At 14:30 +0100 on 12 Jan (1326378636), Joanna Rutkowska wrote:
> > So you're saying that the PCIback domain (which owns the chipsets) might
> > as well host Xenstore since either of them could hose the system.
> > Maybe so.  In Xoar we had two reasons not to do that:
> >  - in some configurations you could shut that domain down after boot
> >    (though tbh doing that leads to poor error handling!); and
> >  - we were doing other hardening of Xenstore that involved breaking it 
> >    up into more than one VM. 
> > 
> 
> But the paper says the PCIBack is destroyed after init -- who manages
> the chipset (MCH, ICH, platform power management), then?

Nobody.  Like I said, it's not ideal. :)

You don't have to destroy PCIBack -- you can keep it around to do those
things.  And if you do, it has a _much_ narrower interface to the rest
of the world than dom0 does.  It has no network access, and no direct
interface to customer (i.e. non-driver) VMs.  A malicious customer VM
must break at least one other system VM before it can attack it.

> Also, if I correctly interpret your architecture, then BlkBack VM must
> be trusted, as it has access to the disk, and thus can serve compromised
> fs/kernel/initramfs images to VMs, and also modify boot partition to
> load compromised Xen on the next boot (unless you use something like
> Intel TXT for Xen load).

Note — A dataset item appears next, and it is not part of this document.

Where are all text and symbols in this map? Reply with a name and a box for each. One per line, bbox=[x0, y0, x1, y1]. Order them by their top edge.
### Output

So, what's the reason of separating it from
> (the trusted) Xenstored VM?

Well, you can have multiple block driver domains, if you have multiple
HBAs, and arrange that two customers' data don't share a blkback.

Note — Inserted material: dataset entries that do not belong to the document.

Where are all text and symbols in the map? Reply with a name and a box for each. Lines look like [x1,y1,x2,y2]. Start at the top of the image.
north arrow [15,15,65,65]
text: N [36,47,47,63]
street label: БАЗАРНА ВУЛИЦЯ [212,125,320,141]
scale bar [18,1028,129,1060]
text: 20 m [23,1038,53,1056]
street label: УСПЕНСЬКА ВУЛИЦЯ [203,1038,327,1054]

And there are the usual reasons for driver domains.  For example you're
not tied to a particular OS for all your drivers.  And device-driver
crashes don't take out xenstore.

Trusted boot is orthogonal to the Xoar work.  We didn't go into it in
the paper but it's fairly obvious how it would fit in.  And once you've
got a TPM you could also use vTPMs to protect VMs' disk images.

> Also, if this was a client system, where would you put user input/output
> handling?

I'd probably make a console driver VM that owned the GPU and the USB
controller.  It might make sense for the toolstack (or at least the
parts that compose the display and demux the inputs) to live in that VM
too.  Or maybe it would be better to isolate those drivers; I haven't
given it a lot of thought. 

Cheers,

Tim.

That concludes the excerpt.